Gangliogliomas are typically grade I tumors that occasionally affect children. They classically localize in the cerebral hemisphere but may involve deep structures like the basal ganglia, brain stem, and cerebellum, which seems to be particularly frequent in the pediatric population, implying further challenge to achieve adequate oncological control with surgery as the only treatment modality. Although most cases in which GTR could not be performed remained stable over the follow-up, significant progression of the tumor remains was observed in some patients. BRAF inhibitors should be considered as a feasible treatment option in this setting.



中文翻译:

小儿神经节神经胶质瘤

背景

神经节神经胶质瘤是由肿瘤性神经胶质细胞和发育不良的神经细胞混合组成的肿瘤性病变。它们占小儿所有CNS肿瘤的5%左右。这些通常是分化良好,生长缓慢的肿瘤,这意味着完全切除可以治愈大多数这些患者。尽管大多数病变在不完全切除后会随着时间的推移而保持稳定,但是一些患者会出现残留病变的发展:治疗这些肿瘤的最佳方法仍有待确定。

方法

这是一项回顾性研究,我们从2001年至2020年在单个中心接受手术治疗后经组织学诊断为神经节胶质瘤的儿科患者的病历中获得了数据。

结果

我们纳入了17名神经节神经胶质瘤的儿科受试者。诊断时的中位年龄为6.7岁,中位随访时间为60个月。最常见的临床表现是癫痫发作(41.1%)。

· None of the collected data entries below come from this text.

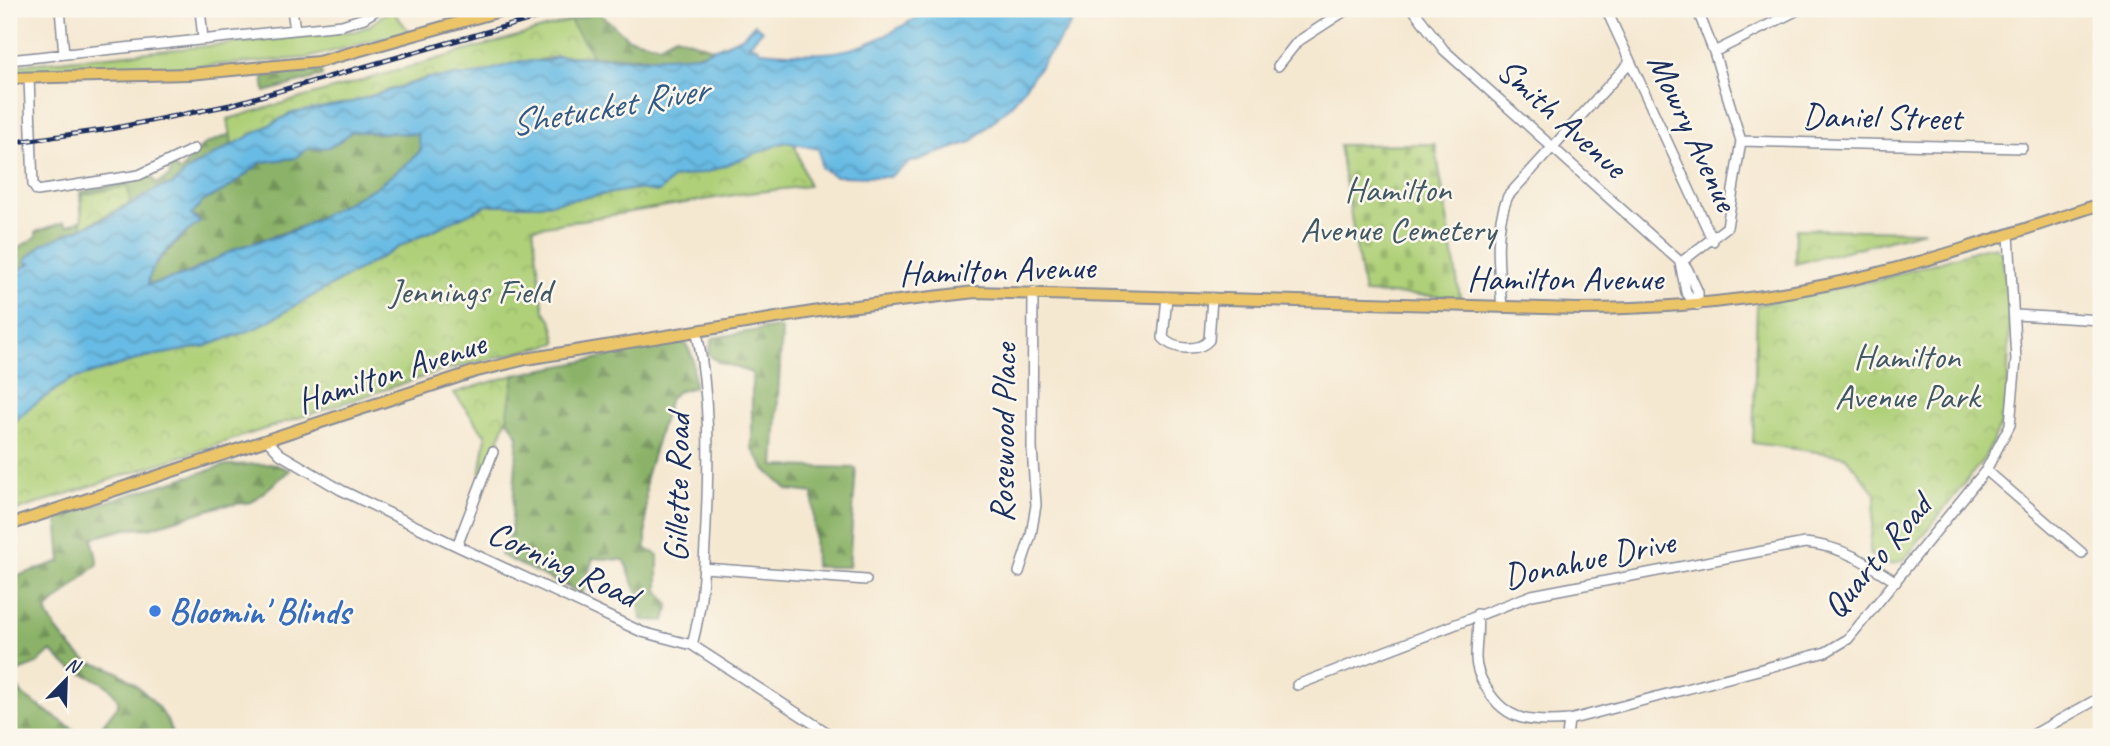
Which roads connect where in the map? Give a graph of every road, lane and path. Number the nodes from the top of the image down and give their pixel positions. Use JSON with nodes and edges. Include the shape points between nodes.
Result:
{"nodes":[{"id":1,"x":60,"y":9,"type":"edge"},
{"id":2,"x":200,"y":9,"type":"edge"},
{"id":3,"x":292,"y":9,"type":"edge"},
{"id":4,"x":378,"y":9,"type":"edge"},
{"id":5,"x":506,"y":9,"type":"edge"},
{"id":6,"x":1348,"y":9,"type":"edge"},
{"id":7,"x":1413,"y":9,"type":"edge"},
{"id":8,"x":1606,"y":9,"type":"edge"},
{"id":9,"x":1697,"y":9,"type":"edge"},
{"id":10,"x":1800,"y":9,"type":"edge"},
{"id":11,"x":295,"y":30,"type":"junction"},
{"id":12,"x":203,"y":39,"type":"junction"},
{"id":13,"x":1714,"y":52,"type":"junction"},
{"id":14,"x":64,"y":54,"type":"junction"},
{"id":15,"x":9,"y":60,"type":"edge"},
{"id":16,"x":1630,"y":62,"type":"junction"},
{"id":17,"x":1278,"y":66,"type":"dead end"},
{"id":18,"x":9,"y":78,"type":"edge"},
{"id":19,"x":29,"y":78,"type":"junction"},
{"id":20,"x":1741,"y":141,"type":"junction"},
{"id":21,"x":1551,"y":148,"type":"junction"},
{"id":22,"x":2022,"y":148,"type":"dead end"},
{"id":23,"x":194,"y":149,"type":"dead end"},
{"id":24,"x":2101,"y":204,"type":"edge"},
{"id":25,"x":2009,"y":234,"type":"junction"},
{"id":26,"x":1713,"y":241,"type":"junction"},
{"id":27,"x":1680,"y":263,"type":"junction"},
{"id":28,"x":1033,"y":292,"type":"junction"},
{"id":29,"x":1167,"y":296,"type":"junction"},
{"id":30,"x":1212,"y":298,"type":"junction"},
{"id":31,"x":1698,"y":305,"type":"junction"},
{"id":32,"x":1502,"y":307,"type":"junction"},
{"id":33,"x":2016,"y":316,"type":"junction"},
{"id":34,"x":2101,"y":320,"type":"edge"},
{"id":35,"x":697,"y":332,"type":"junction"},
{"id":36,"x":268,"y":441,"type":"junction"},
{"id":37,"x":493,"y":452,"type":"dead end"},
{"id":38,"x":1986,"y":470,"type":"junction"},
{"id":39,"x":9,"y":525,"type":"edge"},
{"id":40,"x":457,"y":546,"type":"junction"},
{"id":41,"x":2082,"y":553,"type":"dead end"},
{"id":42,"x":704,"y":568,"type":"junction"},
{"id":43,"x":1019,"y":572,"type":"dead end"},
{"id":44,"x":866,"y":580,"type":"dead end"},
{"id":45,"x":1896,"y":582,"type":"junction"},
{"id":46,"x":1477,"y":614,"type":"junction"},
{"id":47,"x":692,"y":645,"type":"junction"},
{"id":48,"x":1297,"y":685,"type":"dead end"},
{"id":49,"x":2101,"y":697,"type":"edge"},
{"id":50,"x":1569,"y":720,"type":"junction"},
{"id":51,"x":834,"y":737,"type":"edge"},
{"id":52,"x":1567,"y":737,"type":"edge"},
{"id":53,"x":2029,"y":737,"type":"edge"}],
"edges":[{"from":1,"to":14,"type":"street"},
{"from":2,"to":12,"type":"street"},
{"from":3,"to":11,"type":"street"},
{"from":4,"to":11,"type":"street","via":[[349,23]]},
{"from":5,"to":19,"type":"main road","via":[[318,62],[190,74]]},
{"from":6,"to":17,"type":"street","via":[[1302,38]]},
{"from":7,"to":21,"type":"street","name":"Smith Avenue","via":[[1444,50]]},
{"from":8,"to":16,"type":"street","name":"Mowry Avenue"},
{"from":9,"to":13,"type":"street"},
{"from":10,"to":13,"type":"street"},
{"from":11,"to":12,"type":"street"},
{"from":12,"to":14,"type":"street"},
{"from":13,"to":20,"type":"street"},
{"from":14,"to":15,"type":"street"},
{"from":16,"to":21,"type":"street"},
{"from":16,"to":26,"type":"street","name":"Mowry Avenue"},
{"from":18,"to":19,"type":"main road"},
{"from":19,"to":23,"type":"street","via":[[35,190],[139,175]]},
{"from":20,"to":22,"type":"street","name":"Daniel Street"},
{"from":20,"to":26,"type":"street","via":[[1727,227]]},
{"from":21,"to":27,"type":"street","name":"Smith Avenue"},
{"from":21,"to":32,"type":"street","via":[[1508,196],[1501,213]]},
{"from":24,"to":25,"type":"main road","name":"Hamilton Avenue"},
{"from":25,"to":31,"type":"main road","name":"Hamilton Avenue","via":[[1840,282]]},
{"from":25,"to":33,"type":"street","name":"Quarto Road"},
{"from":26,"to":27,"type":"street"},
{"from":27,"to":31,"type":"street","name":"Smith Avenue","via":[[1692,276]]},
{"from":28,"to":29,"type":"main road","name":"Hamilton Avenue"},
{"from":28,"to":35,"type":"main road","name":"Hamilton Avenue","via":[[906,298]]},
{"from":28,"to":43,"type":"street","name":"Rosewood Place","via":[[1036,505]]},
{"from":29,"to":30,"type":"main road","name":"Hamilton Avenue"},
{"from":29,"to":30,"type":"street","via":[[1163,338],[1189,348],[1209,340]]},
{"from":30,"to":32,"type":"main road","name":"Hamilton Avenue"},
{"from":31,"to":32,"type":"main road","name":"Hamilton Avenue"},
{"from":33,"to":34,"type":"street"},
{"from":33,"to":38,"type":"street","name":"Quarto Road","via":[[2010,425]]},
{"from":35,"to":36,"type":"main road","name":"Hamilton Avenue","via":[[473,372]]},
{"from":35,"to":42,"type":"street","name":"Gillette Road","via":[[709,406]]},
{"from":36,"to":39,"type":"main road","name":"Hamilton Avenue"},
{"from":36,"to":40,"type":"street","name":"Corning Road","via":[[280,454],[341,489]]},
{"from":37,"to":40,"type":"street"},
{"from":38,"to":41,"type":"street"},
{"from":38,"to":45,"type":"street","name":"Quarto Road"},
{"from":40,"to":47,"type":"street","name":"Corning Road","via":[[642,632]]},
{"from":42,"to":44,"type":"street"},
{"from":42,"to":47,"type":"street","name":"Gillette Road"},
{"from":45,"to":46,"type":"street","name":"Donahue Drive","via":[[1855,554],[1805,543],[1532,595]]},
{"from":45,"to":50,"type":"street","name":"Quarto Road","via":[[1848,639],[1826,652]]},
{"from":46,"to":48,"type":"street","name":"Donahue Drive"},
{"from":46,"to":50,"type":"street","name":"Quarto Road","via":[[1476,660],[1495,704],[1519,719]]},
{"from":47,"to":51,"type":"street","name":"Corning Road"},
{"from":49,"to":53,"type":"street"},
{"from":50,"to":52,"type":"street"}]}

脑积水占29.4%。52.9%的肿瘤仅累及脑半球,颞叶是受影响最大的部位。在所有病例中有47%在半球肿瘤中完成了总肿瘤切除术(GTR)。在33%无法达到GTR的患者中,残留肿瘤进展。在44.4%的病例中存在BRAF V600E突变。

结论

神经胶质瘤通常是I级肿瘤,偶尔会影响儿童。它们通常位于大脑半球,但可能涉及深层结构,如基底神经节,脑干和小脑,这在儿科人群中似乎特别常见,这意味着进一步挑战以手术作为唯一治疗手段来实现充分的肿瘤控制。尽管大多数无法进行GTR的病例在随访期间保持稳定,但在某些患者中观察到了明显的肿瘤残留进展。在这种情况下,应将BRAF抑制剂视为可行的治疗选择。